Compiling software dependencies with Azure ML Pipelines

Former Employee

Mar 14, 2020

In a previous blog post, I discussed various approaches to resolving complex software and hardware dependencies in Azure DevOps pipelines. In this blog post, I want to discuss an alternative, lightweight approach to the same problem: Using Azure Machine Learning (AML) Pipelines to compile software dependencies for model training and deployment.

The use case is the same as in the previous blog post: You want to train and deploy a machine learning model for which you have to compile software dependencies from source on a virtual machine (VM) with specific hardware. In our case, we need the virtual machine to have a NVIDIA CUDA card, and unfortunately the Microsoft-hosted build agents for Azure DevOps don’t have GPUs.

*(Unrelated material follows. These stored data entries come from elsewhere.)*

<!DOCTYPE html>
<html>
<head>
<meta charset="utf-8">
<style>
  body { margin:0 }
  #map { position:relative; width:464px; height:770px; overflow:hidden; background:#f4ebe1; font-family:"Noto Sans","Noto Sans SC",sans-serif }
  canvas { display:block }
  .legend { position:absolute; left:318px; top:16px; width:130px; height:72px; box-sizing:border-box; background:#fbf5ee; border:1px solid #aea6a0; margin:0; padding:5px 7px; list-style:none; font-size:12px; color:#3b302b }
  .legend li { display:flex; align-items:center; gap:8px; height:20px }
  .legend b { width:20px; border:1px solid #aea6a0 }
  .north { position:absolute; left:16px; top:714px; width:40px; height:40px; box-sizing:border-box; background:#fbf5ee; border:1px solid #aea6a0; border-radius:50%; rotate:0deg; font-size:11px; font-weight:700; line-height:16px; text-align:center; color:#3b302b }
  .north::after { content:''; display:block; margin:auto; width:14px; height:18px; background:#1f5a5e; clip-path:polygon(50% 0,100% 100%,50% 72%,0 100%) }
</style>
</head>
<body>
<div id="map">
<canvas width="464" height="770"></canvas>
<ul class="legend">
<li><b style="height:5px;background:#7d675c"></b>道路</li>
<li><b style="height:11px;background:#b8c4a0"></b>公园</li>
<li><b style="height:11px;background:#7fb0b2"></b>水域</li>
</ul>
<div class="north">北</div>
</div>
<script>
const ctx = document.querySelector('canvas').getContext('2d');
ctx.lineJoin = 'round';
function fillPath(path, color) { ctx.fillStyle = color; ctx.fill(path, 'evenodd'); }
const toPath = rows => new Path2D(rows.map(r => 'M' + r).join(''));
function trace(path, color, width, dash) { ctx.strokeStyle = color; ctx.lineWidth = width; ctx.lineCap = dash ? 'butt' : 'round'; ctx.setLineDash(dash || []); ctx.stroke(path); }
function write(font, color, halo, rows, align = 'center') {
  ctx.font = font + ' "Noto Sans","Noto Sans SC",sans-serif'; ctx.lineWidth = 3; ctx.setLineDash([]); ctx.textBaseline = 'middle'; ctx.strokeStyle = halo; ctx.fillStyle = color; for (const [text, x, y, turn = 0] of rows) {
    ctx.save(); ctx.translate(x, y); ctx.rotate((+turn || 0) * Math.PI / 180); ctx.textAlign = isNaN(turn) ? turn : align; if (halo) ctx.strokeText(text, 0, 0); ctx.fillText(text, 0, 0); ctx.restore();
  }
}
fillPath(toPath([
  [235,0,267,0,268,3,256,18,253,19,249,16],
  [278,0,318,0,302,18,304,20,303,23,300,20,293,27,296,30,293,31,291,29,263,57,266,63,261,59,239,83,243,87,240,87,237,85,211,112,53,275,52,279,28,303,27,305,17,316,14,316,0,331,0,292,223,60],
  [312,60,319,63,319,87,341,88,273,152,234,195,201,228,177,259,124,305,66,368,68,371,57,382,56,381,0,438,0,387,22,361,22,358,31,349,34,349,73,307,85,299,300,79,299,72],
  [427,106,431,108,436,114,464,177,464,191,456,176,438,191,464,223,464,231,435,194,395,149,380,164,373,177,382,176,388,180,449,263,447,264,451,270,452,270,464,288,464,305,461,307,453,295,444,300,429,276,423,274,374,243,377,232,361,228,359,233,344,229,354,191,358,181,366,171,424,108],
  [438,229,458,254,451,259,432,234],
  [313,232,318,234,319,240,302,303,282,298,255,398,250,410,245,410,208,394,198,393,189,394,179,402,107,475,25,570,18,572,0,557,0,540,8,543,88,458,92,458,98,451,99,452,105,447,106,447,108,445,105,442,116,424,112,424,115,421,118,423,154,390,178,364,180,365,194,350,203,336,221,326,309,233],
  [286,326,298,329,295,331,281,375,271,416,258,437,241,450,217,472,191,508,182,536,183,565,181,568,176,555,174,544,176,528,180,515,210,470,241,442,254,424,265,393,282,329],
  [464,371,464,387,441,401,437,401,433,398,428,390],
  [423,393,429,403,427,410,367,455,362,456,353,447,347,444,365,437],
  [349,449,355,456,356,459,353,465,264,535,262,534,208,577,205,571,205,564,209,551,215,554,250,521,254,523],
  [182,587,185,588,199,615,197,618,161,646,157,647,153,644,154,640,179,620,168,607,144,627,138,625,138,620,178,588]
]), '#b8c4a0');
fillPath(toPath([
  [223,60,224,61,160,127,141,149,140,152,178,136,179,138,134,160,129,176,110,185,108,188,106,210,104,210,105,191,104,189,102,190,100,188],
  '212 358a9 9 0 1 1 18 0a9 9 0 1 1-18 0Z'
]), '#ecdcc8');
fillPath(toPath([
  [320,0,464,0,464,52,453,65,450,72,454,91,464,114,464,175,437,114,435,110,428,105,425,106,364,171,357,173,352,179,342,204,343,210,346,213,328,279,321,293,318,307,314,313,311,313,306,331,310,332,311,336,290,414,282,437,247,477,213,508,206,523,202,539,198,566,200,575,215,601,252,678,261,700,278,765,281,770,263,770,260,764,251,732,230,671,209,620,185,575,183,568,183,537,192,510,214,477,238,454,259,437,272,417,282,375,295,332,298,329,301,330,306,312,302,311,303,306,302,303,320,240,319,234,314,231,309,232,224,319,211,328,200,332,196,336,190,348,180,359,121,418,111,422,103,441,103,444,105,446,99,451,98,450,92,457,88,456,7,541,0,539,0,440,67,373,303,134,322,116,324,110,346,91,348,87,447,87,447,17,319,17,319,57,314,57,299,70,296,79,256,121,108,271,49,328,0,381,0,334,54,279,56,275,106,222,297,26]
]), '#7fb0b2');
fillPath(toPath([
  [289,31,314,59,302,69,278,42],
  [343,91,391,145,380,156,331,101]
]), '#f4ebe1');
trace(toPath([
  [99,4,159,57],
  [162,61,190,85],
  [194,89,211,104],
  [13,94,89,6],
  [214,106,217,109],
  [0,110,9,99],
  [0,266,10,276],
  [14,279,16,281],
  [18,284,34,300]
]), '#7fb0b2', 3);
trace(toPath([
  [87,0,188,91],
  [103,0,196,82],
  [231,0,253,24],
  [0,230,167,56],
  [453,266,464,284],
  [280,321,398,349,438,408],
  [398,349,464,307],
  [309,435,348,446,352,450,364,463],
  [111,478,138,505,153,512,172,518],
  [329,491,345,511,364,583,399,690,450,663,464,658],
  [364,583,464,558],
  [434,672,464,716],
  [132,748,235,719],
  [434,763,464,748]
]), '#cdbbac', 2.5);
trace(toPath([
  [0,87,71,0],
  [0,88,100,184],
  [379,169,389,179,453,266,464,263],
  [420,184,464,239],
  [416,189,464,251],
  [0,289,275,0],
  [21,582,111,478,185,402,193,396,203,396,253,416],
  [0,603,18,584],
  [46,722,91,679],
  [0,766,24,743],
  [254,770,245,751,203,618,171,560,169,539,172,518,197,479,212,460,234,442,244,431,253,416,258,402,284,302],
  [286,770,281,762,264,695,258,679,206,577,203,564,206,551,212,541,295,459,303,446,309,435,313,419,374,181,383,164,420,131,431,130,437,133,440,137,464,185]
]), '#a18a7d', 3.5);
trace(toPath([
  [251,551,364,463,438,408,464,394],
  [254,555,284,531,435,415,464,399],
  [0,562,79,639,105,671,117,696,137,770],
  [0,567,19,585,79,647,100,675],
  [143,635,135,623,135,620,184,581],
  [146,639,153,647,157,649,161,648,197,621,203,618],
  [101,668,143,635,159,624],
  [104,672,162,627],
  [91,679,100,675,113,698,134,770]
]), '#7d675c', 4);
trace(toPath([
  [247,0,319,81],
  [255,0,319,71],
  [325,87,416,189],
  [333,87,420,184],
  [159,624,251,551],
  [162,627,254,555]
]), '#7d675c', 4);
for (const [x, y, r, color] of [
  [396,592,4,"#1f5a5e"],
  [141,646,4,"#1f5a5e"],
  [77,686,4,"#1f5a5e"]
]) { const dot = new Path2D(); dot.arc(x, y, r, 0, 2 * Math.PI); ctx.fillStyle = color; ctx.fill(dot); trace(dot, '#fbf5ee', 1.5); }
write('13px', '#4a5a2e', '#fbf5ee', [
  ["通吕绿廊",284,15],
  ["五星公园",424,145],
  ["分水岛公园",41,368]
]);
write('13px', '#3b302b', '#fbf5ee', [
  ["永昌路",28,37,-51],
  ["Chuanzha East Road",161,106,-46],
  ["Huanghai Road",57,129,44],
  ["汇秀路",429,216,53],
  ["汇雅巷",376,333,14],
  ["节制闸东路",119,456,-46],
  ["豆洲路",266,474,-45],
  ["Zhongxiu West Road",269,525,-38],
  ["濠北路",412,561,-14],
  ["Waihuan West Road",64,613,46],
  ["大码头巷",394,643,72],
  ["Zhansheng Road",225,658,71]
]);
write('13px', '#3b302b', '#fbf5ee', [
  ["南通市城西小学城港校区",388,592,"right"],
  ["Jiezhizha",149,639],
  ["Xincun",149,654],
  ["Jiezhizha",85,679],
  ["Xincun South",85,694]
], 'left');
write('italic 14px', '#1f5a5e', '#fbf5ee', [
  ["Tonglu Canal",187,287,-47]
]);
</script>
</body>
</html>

As discussed in the previous blog post, one option is to create a self-hosted agent (i.e. a VM), with the required hardware and software libraries needed for compilation. This works fine and is well documented. However, this approach has several disadvantages. First, setting it up is an involved process. You have to create the VM, add it to the agent pool of your Azure DevOps organization, and then download and configure the agent software, so that it becomes available for your DevOps build pipelines. Another complicating factor is that you might want to implement some logic in your DevOps pipeline to start and shutdown your VM before and after execution of your build pipeline. This can be achieved via the Rest API for Azure VMs.

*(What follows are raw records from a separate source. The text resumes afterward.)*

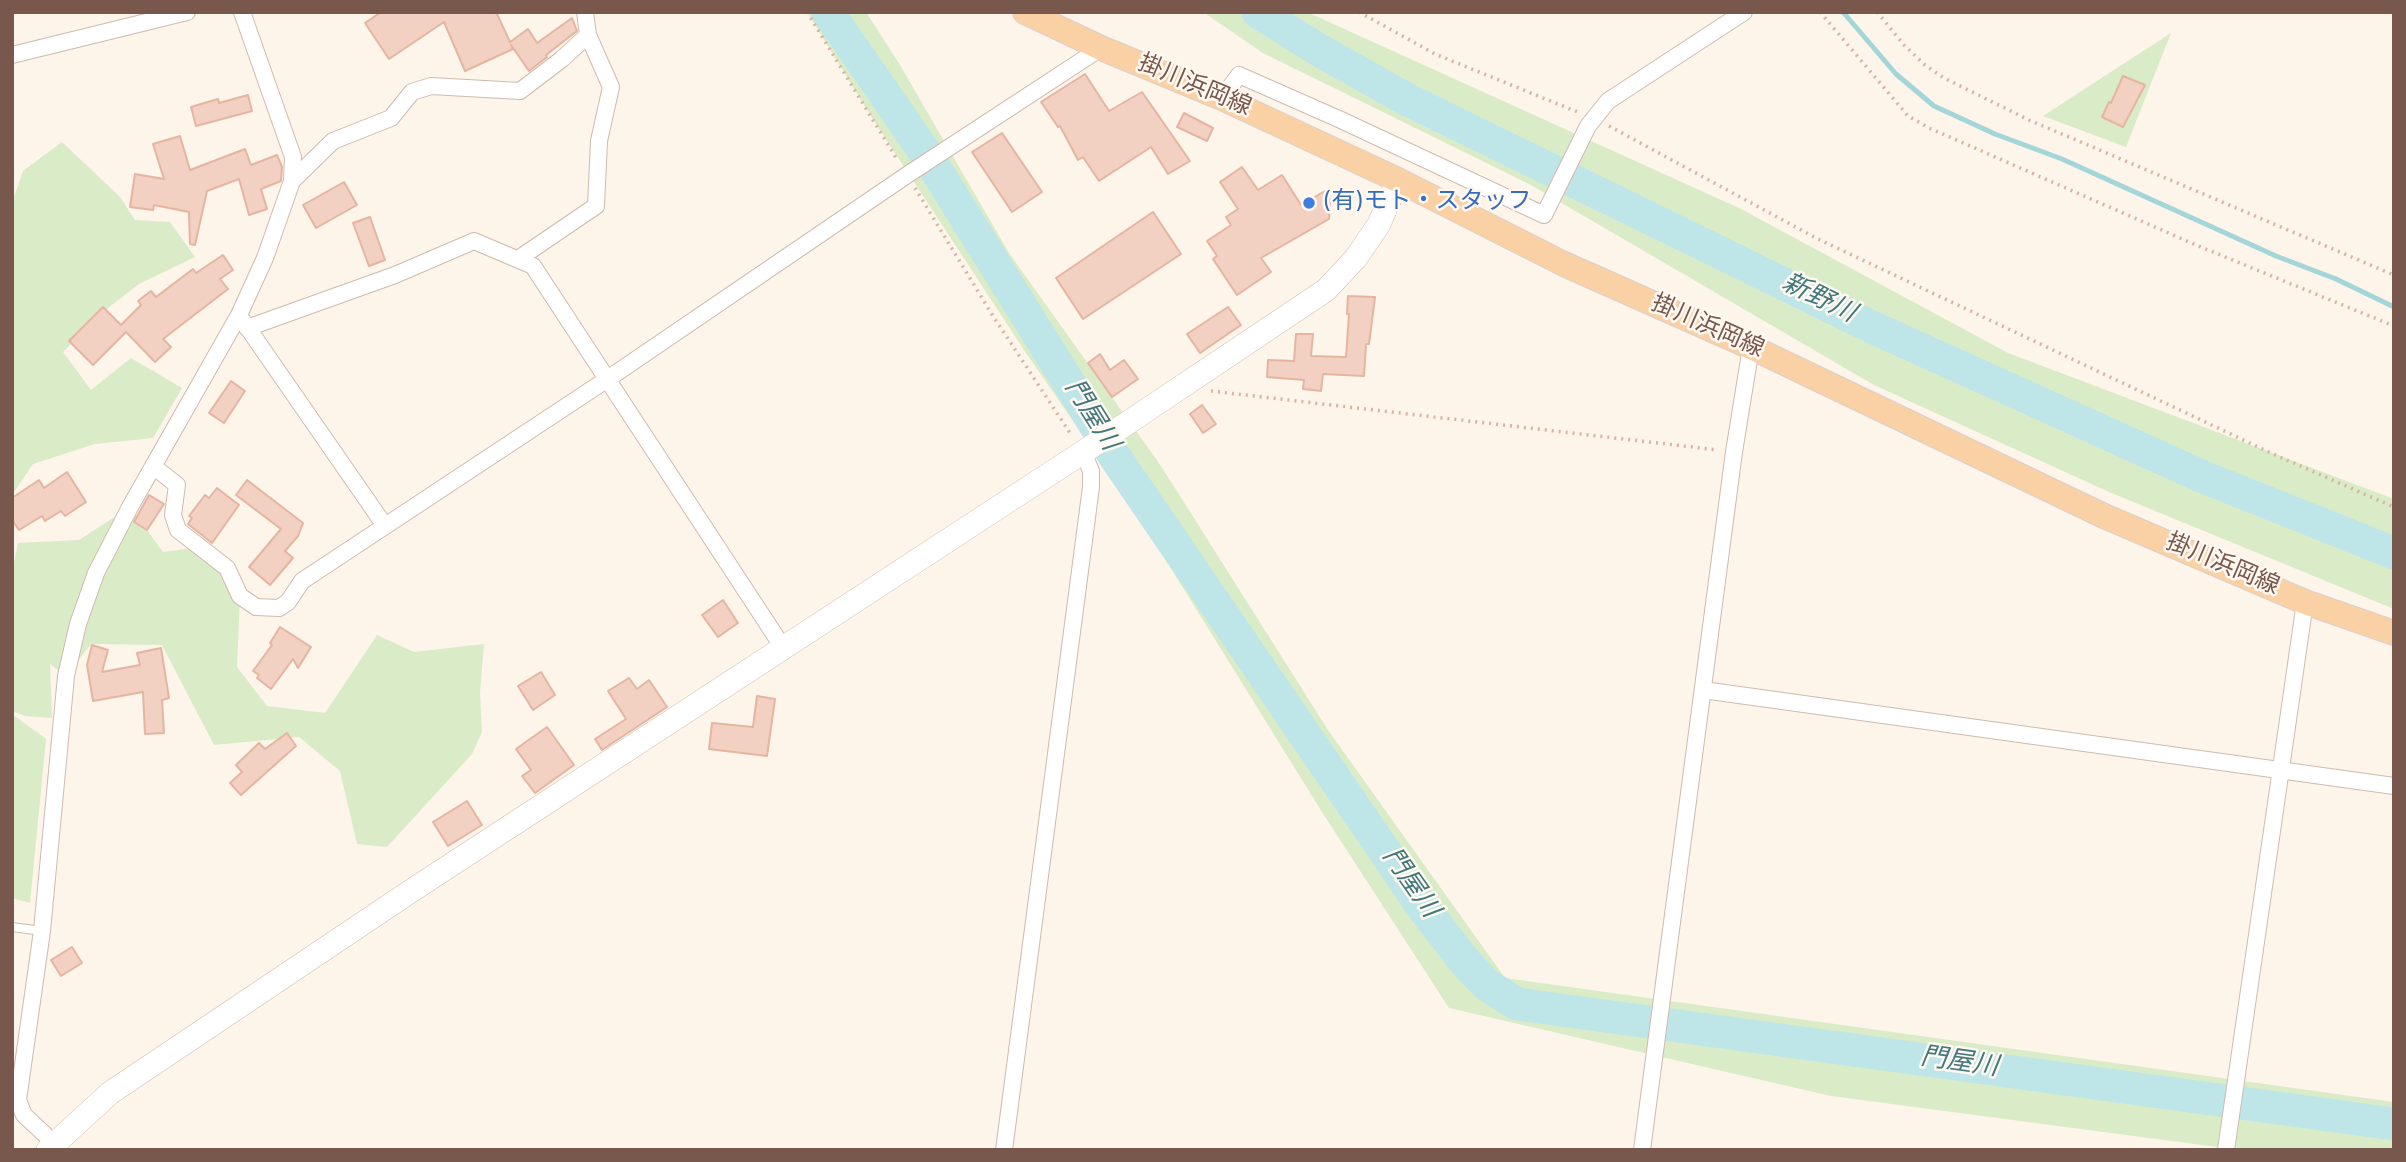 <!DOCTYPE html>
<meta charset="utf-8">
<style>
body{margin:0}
#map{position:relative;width:2406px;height:1162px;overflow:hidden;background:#fdf4ea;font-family:Overpass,sans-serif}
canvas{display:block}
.frame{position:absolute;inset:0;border:14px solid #78584d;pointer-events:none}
</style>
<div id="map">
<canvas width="2406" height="1162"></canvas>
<div class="frame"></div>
</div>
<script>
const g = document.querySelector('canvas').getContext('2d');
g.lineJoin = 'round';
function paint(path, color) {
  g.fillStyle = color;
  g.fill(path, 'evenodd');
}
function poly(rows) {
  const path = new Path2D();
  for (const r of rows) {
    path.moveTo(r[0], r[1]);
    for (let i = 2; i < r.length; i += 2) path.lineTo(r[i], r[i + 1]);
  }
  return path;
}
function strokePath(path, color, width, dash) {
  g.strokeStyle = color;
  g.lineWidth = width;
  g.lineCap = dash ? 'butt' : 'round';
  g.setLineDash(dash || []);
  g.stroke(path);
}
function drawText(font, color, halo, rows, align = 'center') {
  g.font = font + ' Overpass,"Noto Sans JP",sans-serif';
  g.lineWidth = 5;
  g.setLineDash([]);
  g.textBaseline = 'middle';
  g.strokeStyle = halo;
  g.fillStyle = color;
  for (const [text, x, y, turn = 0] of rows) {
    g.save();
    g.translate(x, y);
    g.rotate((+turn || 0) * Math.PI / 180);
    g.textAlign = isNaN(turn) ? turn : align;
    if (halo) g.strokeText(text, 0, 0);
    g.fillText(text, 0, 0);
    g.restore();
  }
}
const green = poly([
 [807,12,866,12,900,65,1009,253,1161,466,1328,730,1505,978,2394,1102,2394,1150,2240,1150,1831,1096,1449,1008,1322,812,1136,512,1024,350,872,118],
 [1203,12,1307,12,1741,209,2008,353,2394,499,2394,609,2109,492,1874,385,1529,184,1263,53],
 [2171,33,2126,147,2043,116],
 [62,142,120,197,135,220,170,222,195,257,139,284,99,315,63,352,91,390,131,358,182,388,153,438,95,444,33,464,12,495,12,203,23,171],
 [130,507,163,552,201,547,240,596,237,667,267,706,325,713,377,635,414,652,484,644,480,693,482,732,472,754,387,847,357,844,340,771,299,737,214,745,162,645,91,644,66,676,50,664,52,718,25,716,12,711,12,572,18,543,79,540],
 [12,714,46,739,30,903,12,898]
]);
const stream = poly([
 [1843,12,1896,74,1934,106,1995,134,2062,159,2276,256,2336,279,2394,307]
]);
const river = poly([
 [828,12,926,154,1115,457,1424,909,1466,963,1487,985,1517,1004,2394,1124],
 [1258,12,1319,50,1406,99,1874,328,2201,476,2394,553]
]);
const building = poly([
 [381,12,496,12,510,42,528,29,537,43,572,18,577,31,546,55,547,57,529,71,511,45,513,49,465,71,444,22,389,59,365,23,381,12],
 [1085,74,1109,111,1142,92,1190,161,1168,174,1151,147,1099,181,1083,157,1078,160,1060,126,1058,127,1041,102,1085,74],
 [2123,76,2145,85,2123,127,2102,117,2109,102,2111,103,2123,76],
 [248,95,252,111,196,126,191,107,218,99,219,103,248,95],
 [1184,113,1213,128,1207,141,1177,127,1184,113],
 [1002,133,1042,192,1012,212,972,152,1002,133],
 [180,136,190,170,245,149,251,165,277,155,282,167,281,181,261,189,267,209,249,215,239,179,207,191,195,245,190,244,189,212,154,205,153,210,130,207,135,174,164,179,153,144,180,136],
 [1242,167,1258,190,1282,175,1301,205,1325,191,1330,200,1329,219,1261,258,1271,272,1237,295,1213,259,1217,256,1207,241,1231,225,1226,217,1238,209,1220,182,1242,167],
 [344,182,357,205,316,228,303,205,344,182],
 [1153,212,1181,254,1083,319,1056,278,1153,212],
 [370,217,385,260,369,266,353,223,370,217],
 [223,255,233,270,220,279,228,289,163,339,171,347,155,362,126,332,93,365,69,341,103,307,121,325,141,305,138,301,151,291,156,297,193,269,196,273,223,255],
 [1348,296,1375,297,1369,344,1366,344,1364,376,1323,374,1321,391,1303,389,1304,380,1267,377,1268,360,1294,361,1296,334,1313,334,1311,356,1346,357,1349,314,1347,314,1348,296],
 [1228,307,1241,325,1200,353,1187,334,1228,307],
 [1100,354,1110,370,1124,360,1138,379,1112,397,1088,363,1100,354],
 [231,381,245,391,224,423,209,413,231,381],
 [1202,405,1216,424,1203,433,1190,414,1202,405],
 [67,472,86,502,65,516,61,511,45,521,42,516,19,530,12,520,12,498,39,480,44,488,67,472],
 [247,480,303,523,298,536,285,551,293,558,270,585,249,567,281,529,236,495,247,480],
 [217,488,239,505,212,543,188,524,192,518,189,516,205,495,209,498,217,488],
 [149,495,164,504,147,530,134,522,149,495],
 [723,600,738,623,718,637,702,615,723,600],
 [280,627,311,647,298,668,293,659,271,689,257,678,259,675,253,671,272,645,270,643,280,627],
 [92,645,108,650,102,672,140,665,137,653,161,648,169,698,162,700,164,733,145,734,143,692,93,701,87,665,92,645],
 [541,672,555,695,533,710,518,686,541,672],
 [629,678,637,689,649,680,667,707,602,750,595,739,626,719,608,691,629,678],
 [757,696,775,699,767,756,709,749,712,723,753,727,757,696],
 [547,727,574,765,535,793,522,776,531,770,516,749,547,727],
 [287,733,296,746,241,795,230,783,242,772,236,765,259,743,265,749,287,733],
 [467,801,482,825,448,846,433,822,467,801],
 [72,947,82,963,61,976,51,960,72,947]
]);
const path = poly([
 [807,12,898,161],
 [1359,12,1435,54,1580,113],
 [1820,12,1908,116,1929,128,2196,245,2394,326],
 [1877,12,1904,45,1925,65,1944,78,2029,120,2394,275],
 [1609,126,1816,238,2273,454,2394,507],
 [915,188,993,316,1072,436],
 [1211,391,1718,450]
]);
const lane = poly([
 [12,927,42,931]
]);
const street = poly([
 [12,55,187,12],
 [1222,98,1239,75,1341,120,1544,215,1588,126,1608,101,1744,12],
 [292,181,333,141,391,118,412,92,431,86,520,91,562,59,588,35],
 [518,259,596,206,599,141,611,87,588,35,585,12],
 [243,321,385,526],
 [247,328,395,275,474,241,533,266,784,649],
 [153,466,177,485,173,515,178,530,227,568,240,596,256,607,279,608,288,602,302,581,609,378,907,175,1101,48],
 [1703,690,2394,786],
 [54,1143,24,1115,18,1100,42,931,66,676,78,624,96,573,130,507,239,315,265,258,292,181,293,157,242,12],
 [1004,1150,1091,487,1091,471,1083,452],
 [1642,1150,1734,452,1751,347],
 [2226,1150,2305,602]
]);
const secondary = poly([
 [48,1150,110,1093,411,891,1126,424,1326,290,1356,258,1379,224,1398,180]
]);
const primary = poly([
 [1025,12,1101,48,1222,98,1398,180,1564,264,1751,347,2104,516,2305,602,2394,633]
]);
const markers = [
 [1309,203,7,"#3f7fe0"]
];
const streetNames = [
 ["掛川浜岡線",1194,87,23],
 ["掛川浜岡線",1707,328,24],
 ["掛川浜岡線",2222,566,23]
];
const shopNames = [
 ["(有)モト・スタッフ",1323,203]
];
const waterNames = [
 ["新野川",1818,300,26],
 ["門屋川",1090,416,58],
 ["門屋川",1409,884,55],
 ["門屋川",1959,1064,8]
];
paint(green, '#daebc8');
strokePath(stream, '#a4d6d9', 5);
strokePath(river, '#bee5e7', 33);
paint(building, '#f2d0c2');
strokePath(building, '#e5b5a2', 2);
strokePath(lane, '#cfbaaf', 10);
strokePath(street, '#cfbaaf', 18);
strokePath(secondary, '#d5bcaf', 24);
strokePath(primary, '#d9d0cd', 26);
strokePath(path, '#d8b3a4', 3.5, [2, 5]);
strokePath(lane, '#fff', 8);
strokePath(street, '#fff', 16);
strokePath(secondary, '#fff', 23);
strokePath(primary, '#fad1a4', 24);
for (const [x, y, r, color] of markers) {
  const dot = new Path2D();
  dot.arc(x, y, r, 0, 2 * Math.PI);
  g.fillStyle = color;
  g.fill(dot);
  strokePath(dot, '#fff8f1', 2.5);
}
drawText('24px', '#78584d', '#fff8f1', streetNames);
drawText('24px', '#366cbe', '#fff8f1', shopNames, 'left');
drawText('italic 26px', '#40787c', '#fff8f1', waterNames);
</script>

If you are planning to use the Python SDK for training your model and deploying it as a microservice in Azure or on the Edge, using AML Pipelines might make your life very easy. There are several key advantages to this approach:

AML Pipelines can be executed on AML compute targets that satisfy the hardware requirements of your dependencies. There is no need to set up a self-hosted DevOps agent.
AML compute targets auto-scale

Figure 1 shows a simple AML Pipeline that would do the trick. In this case, the AML Pipeline consists of three steps. In the first step, you clone the remote repository to your AML compute target, then you compile the dependencies on that same compute target, and eventually you add the dependencies as Conda or pip packages to your AML Environment. Lastly, register the updated AML Environment as a new version, so that future model training runs and deployments will be done with the newest version of your software dependencies.

Figure 1. Clone the remote repository to your AML compute target, build dependencies, register the dependencies and create new version of your AML Environment.

Detailed description of AML Pipeline for building software dependencies

Let’s look at the details of setting up the AML Pipeline for building software dependencies. I will skip many of the steps common to any project that rely on the Python SDK for AML. For an introduction to the SDK, I refer you to the MachineLearningNotebooks on GitHub.

Define AML Pipeline

When you define your AML Pipeline, you can provision or attach an AML compute target that satisfies the hardware requirements for building your dependencies.

import os
import json
import shutil

from azureml.core.authentication import ServicePrincipalAuthentication
from azureml.core import Workspace, Environment, RunConfiguration
from azureml.pipeline.core import Pipeline, PipelineData
from azureml.pipeline.steps import PythonScriptStep
from azureml.core.compute import AmlCompute, ComputeTarget
from azureml.core import VERSION
print("azureml.core.VERSION", VERSION)

pipeline_name = "build_pipeline"
script_folder = "./scripts"
config_json = "../config.json"

os.makedirs(script_folder, exist_ok=True)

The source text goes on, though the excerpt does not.